Jenny Lewis, Acid TongueAn overreaching, exhausting disappointment, Jenny Lewis’s Acid Tongue is the first album credited to Lewis alone, beyond her albums as frontwoman for Rilo Kiley and her collaboration with the Watson Twins on 2006’s Rabbit Fur Coat. That’s significant in that the album ultimately fails to leave a clear impression of who Lewis is as a solo artist. Rabbit successfully cast her as a country-rock thrush in the Linda Ronstadt vein, while with Rilo Kiley she just as effectively pulled off the Saddle Creek indie style of More Adventurous and the strutting vamp of 2007’s half-great, unjustly reviled Under the Blacklight.

What each of those albums have and what Acid Tongue desperately needs is a consistent aesthetic. Here, Lewis ambles from retro soul on “Bad Man’s World” to straight-ahead AOR on “Fernando” to subdued lounge-pop on closer “Sing a Song for Them” to blues-rock on “The Next Messiah” and “Jack Killed Mom.” While Lewis is undeniably a talented vocalist (the timbre of her voice is beautiful, and she has a distinctive sense of phrasing that can often carry a mediocre song like those on the latter half of Blacklight), few of these styles actually fit her well. Folk-inspired cuts like “Pretty Bird” and opener “Black Sand” fall into her wheelhouse (or would fall into her wheelhouse if their melodies didn’t push into her shakily controlled upper register), but the gauzy “Trying My Best to Love You” unfavorably recalls Dionne Warwick, while “Messiah” and “Jack” are both disasters on which Lewis sounds directionless and out of her depth.
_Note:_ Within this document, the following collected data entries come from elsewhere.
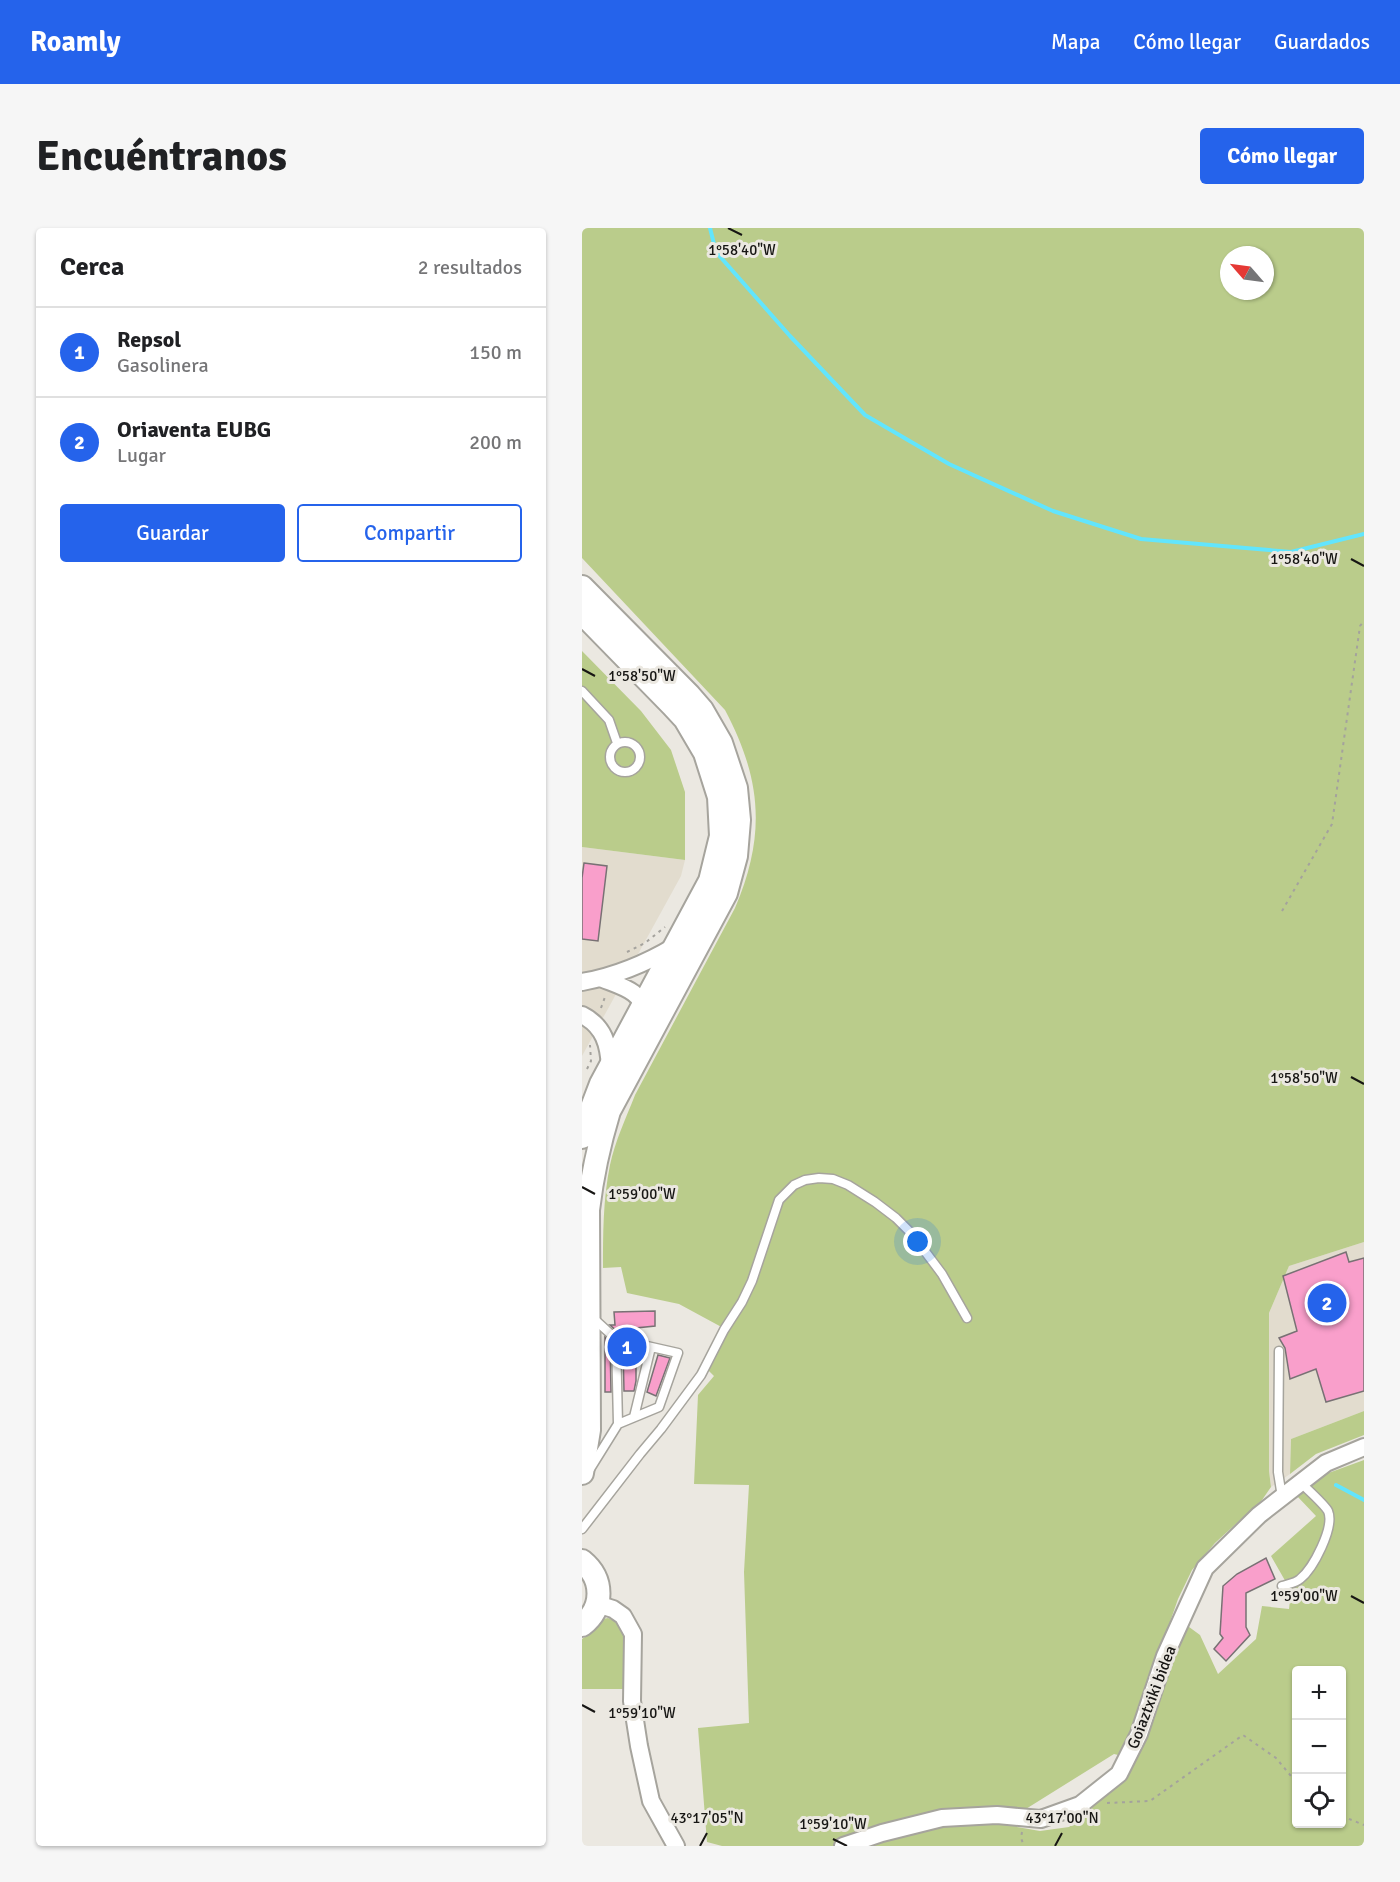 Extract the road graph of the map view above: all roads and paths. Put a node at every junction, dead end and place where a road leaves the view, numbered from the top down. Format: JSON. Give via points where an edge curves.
{"nodes":[{"id":1,"x":582,"y":587,"type":"edge"},
{"id":2,"x":582,"y":613,"type":"edge"},
{"id":3,"x":1364,"y":621,"type":"edge"},
{"id":4,"x":582,"y":691,"type":"edge"},
{"id":5,"x":617,"y":743,"type":"dead end"},
{"id":6,"x":1282,"y":911,"type":"dead end"},
{"id":7,"x":666,"y":925,"type":"dead end"},
{"id":8,"x":676,"y":946,"type":"junction"},
{"id":9,"x":624,"y":956,"type":"dead end"},
{"id":10,"x":603,"y":978,"type":"junction"},
{"id":11,"x":582,"y":982,"type":"edge"},
{"id":12,"x":606,"y":996,"type":"dead end"},
{"id":13,"x":644,"y":1005,"type":"junction"},
{"id":14,"x":590,"y":1016,"type":"edge"},
{"id":15,"x":591,"y":1040,"type":"dead end"},
{"id":16,"x":586,"y":1072,"type":"dead end"},
{"id":17,"x":617,"y":1074,"type":"junction"},
{"id":18,"x":582,"y":1137,"type":"edge"},
{"id":19,"x":589,"y":1314,"type":"junction"},
{"id":20,"x":967,"y":1318,"type":"dead end"},
{"id":21,"x":616,"y":1339,"type":"junction"},
{"id":22,"x":651,"y":1347,"type":"junction"},
{"id":23,"x":1279,"y":1351,"type":"dead end"},
{"id":24,"x":634,"y":1417,"type":"junction"},
{"id":25,"x":618,"y":1424,"type":"junction"},
{"id":26,"x":1364,"y":1447,"type":"edge"},
{"id":27,"x":582,"y":1473,"type":"edge"},
{"id":28,"x":582,"y":1482,"type":"edge"},
{"id":29,"x":1301,"y":1483,"type":"junction"},
{"id":30,"x":1282,"y":1497,"type":"junction"},
{"id":31,"x":582,"y":1528,"type":"edge"},
{"id":32,"x":582,"y":1561,"type":"edge"},
{"id":33,"x":1282,"y":1586,"type":"dead end"},
{"id":34,"x":597,"y":1604,"type":"junction"},
{"id":35,"x":582,"y":1625,"type":"edge"},
{"id":36,"x":1292,"y":1777,"type":"edge"},
{"id":37,"x":1080,"y":1805,"type":"junction"},
{"id":38,"x":1346,"y":1818,"type":"edge"},
{"id":39,"x":1364,"y":1825,"type":"edge"},
{"id":40,"x":676,"y":1846,"type":"edge"},
{"id":41,"x":843,"y":1846,"type":"edge"}],
"edges":[{"from":1,"to":17,"type":"main road","via":[[702,710],[724,751],[736,788],[739,820],[736,856],[726,893]]},
{"from":2,"to":8,"type":"main road","via":[[685,719],[705,753],[719,797],[721,836],[710,881]]},
{"from":3,"to":6,"type":"path","via":[[1360,626],[1332,824]]},
{"from":4,"to":5,"type":"lane","via":[[609,720]]},
{"from":7,"to":9,"type":"path"},
{"from":8,"to":10,"type":"street","via":[[654,959]]},
{"from":8,"to":13,"type":"main road"},
{"from":10,"to":11,"type":"street"},
{"from":10,"to":13,"type":"street","via":[[638,995]]},
{"from":12,"to":14,"type":"path"},
{"from":13,"to":17,"type":"main road"},
{"from":14,"to":17,"type":"street","via":[[605,1038]]},
{"from":15,"to":16,"type":"path","via":[[591,1060]]},
{"from":17,"to":18,"type":"main road","via":[[601,1084]]},
{"from":17,"to":19,"type":"main road","via":[[598,1148],[588,1210]]},
{"from":19,"to":21,"type":"lane"},
{"from":19,"to":27,"type":"main road","via":[[589,1430]]},
{"from":20,"to":31,"type":"lane","via":[[942,1274],[896,1218],[833,1179],[805,1180],[794,1185],[779,1200],[752,1281],[700,1376]]},
{"from":21,"to":22,"type":"lane"},
{"from":21,"to":25,"type":"lane"},
{"from":22,"to":24,"type":"lane"},
{"from":22,"to":24,"type":"lane","via":[[678,1353],[659,1407]]},
{"from":23,"to":30,"type":"lane","via":[[1278,1472]]},
{"from":24,"to":25,"type":"lane"},
{"from":25,"to":28,"type":"lane"},
{"from":26,"to":29,"type":"street","name":"Goiaztxiki bidea","via":[[1326,1463]]},
{"from":29,"to":30,"type":"street","name":"Goiaztxiki bidea"},
{"from":29,"to":33,"type":"lane","via":[[1328,1511],[1329,1524],[1312,1566],[1299,1581]]},
{"from":30,"to":37,"type":"street","name":"Goiaztxiki bidea","via":[[1204,1568],[1165,1656],[1139,1734],[1119,1774]]},
{"from":32,"to":34,"type":"main road","via":[[599,1587]]},
{"from":34,"to":35,"type":"main road"},
{"from":34,"to":40,"type":"street","via":[[623,1616],[633,1634],[632,1701],[639,1746],[651,1801]]},
{"from":36,"to":37,"type":"path","via":[[1276,1758],[1243,1735],[1150,1801]]},
{"from":37,"to":41,"type":"street","name":"Goiaztxiki bidea","via":[[1041,1819],[997,1815],[942,1818]]},
{"from":38,"to":39,"type":"path"}]} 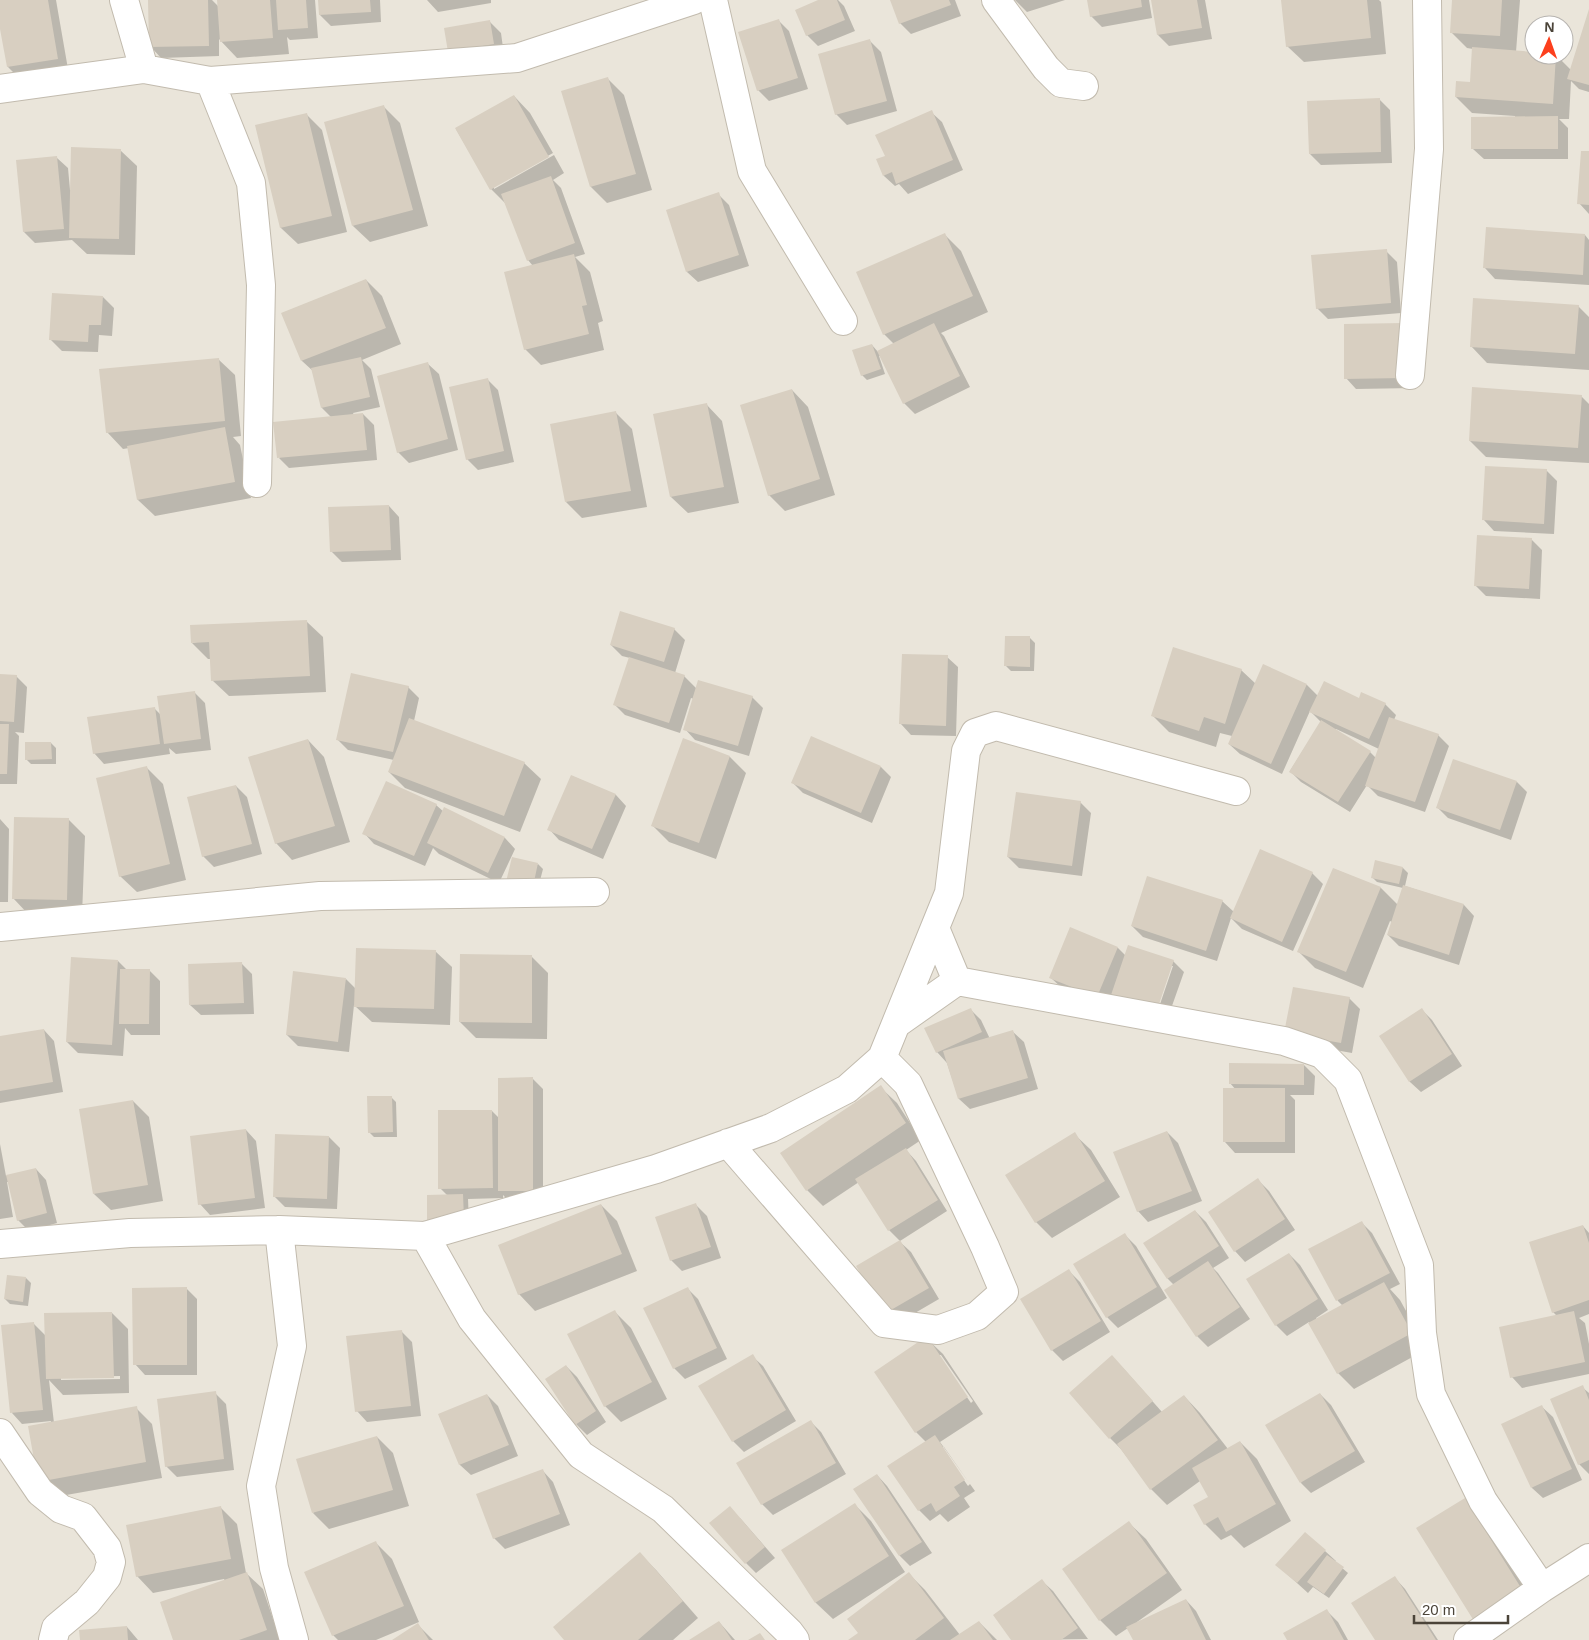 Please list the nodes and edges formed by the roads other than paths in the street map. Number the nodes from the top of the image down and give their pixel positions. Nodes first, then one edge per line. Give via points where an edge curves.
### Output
1 (124, 0) edge
2 (694, 0) edge
3 (713, 0) edge
4 (996, 0) edge
5 (1427, 0) edge
6 (144, 68) junction
7 (210, 81) junction
8 (1084, 86) dead end
9 (0, 89) edge
10 (843, 321) dead end
11 (1410, 375) dead end
12 (257, 483) dead end
13 (1236, 791) dead end
14 (595, 892) dead end
15 (0, 927) edge
16 (935, 928) junction
17 (957, 981) junction
18 (896, 1024) junction
19 (882, 1058) junction
20 (728, 1143) junction
21 (279, 1230) junction
22 (425, 1236) junction
23 (0, 1244) edge
24 (0, 1434) edge
25 (1589, 1558) edge
26 (1542, 1588) junction
27 (53, 1640) edge
28 (294, 1640) edge
29 (795, 1640) edge
30 (1468, 1640) edge

1 - 6 street
2 - 7 street via 517,58
3 - 10 street via 752,171
4 - 8 street via 1046,68 1061,83
5 - 11 street via 1429,149
6 - 7 street
6 - 9 street
7 - 12 street via 251,183 261,285
13 - 16 street via 996,726 975,733 966,751 949,893
14 - 15 street via 320,896
16 - 17 street
16 - 18 street
17 - 18 street
17 - 26 street via 1284,1041 1322,1054 1348,1080 1418,1265 1422,1333 1431,1394 1483,1501
18 - 19 street
19 - 20 street via 847,1089 771,1128
19 - 20 street via 908,1084 1004,1292 976,1316 938,1330 884,1323
20 - 22 street via 656,1169
21 - 22 street
21 - 23 street via 130,1233
21 - 28 street via 292,1346 261,1486 274,1568
22 - 29 street via 472,1320 581,1455 663,1509
24 - 27 street via 40,1492 62,1508 84,1517 107,1548 111,1562 107,1577 87,1602 56,1628
25 - 26 street
26 - 30 street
That Lewis has an ear for the various genres she explores here simply doesn’t translate into a mastery of—or even competence in—performing them. But because genre pastiche is the focus of the record, it doesn’t give Lewis many opportunities to showcase her gifts as a vocalist or songwriter. While “Sing a Song” is lovely and understated and the title track incorporates the wit and idiosyncratic way with narrative structure that are the hallmarks of her best writing, too much of Acid Tongue ignores what makes Lewis a compelling artist in favor of empty, not entirely successful style hopping.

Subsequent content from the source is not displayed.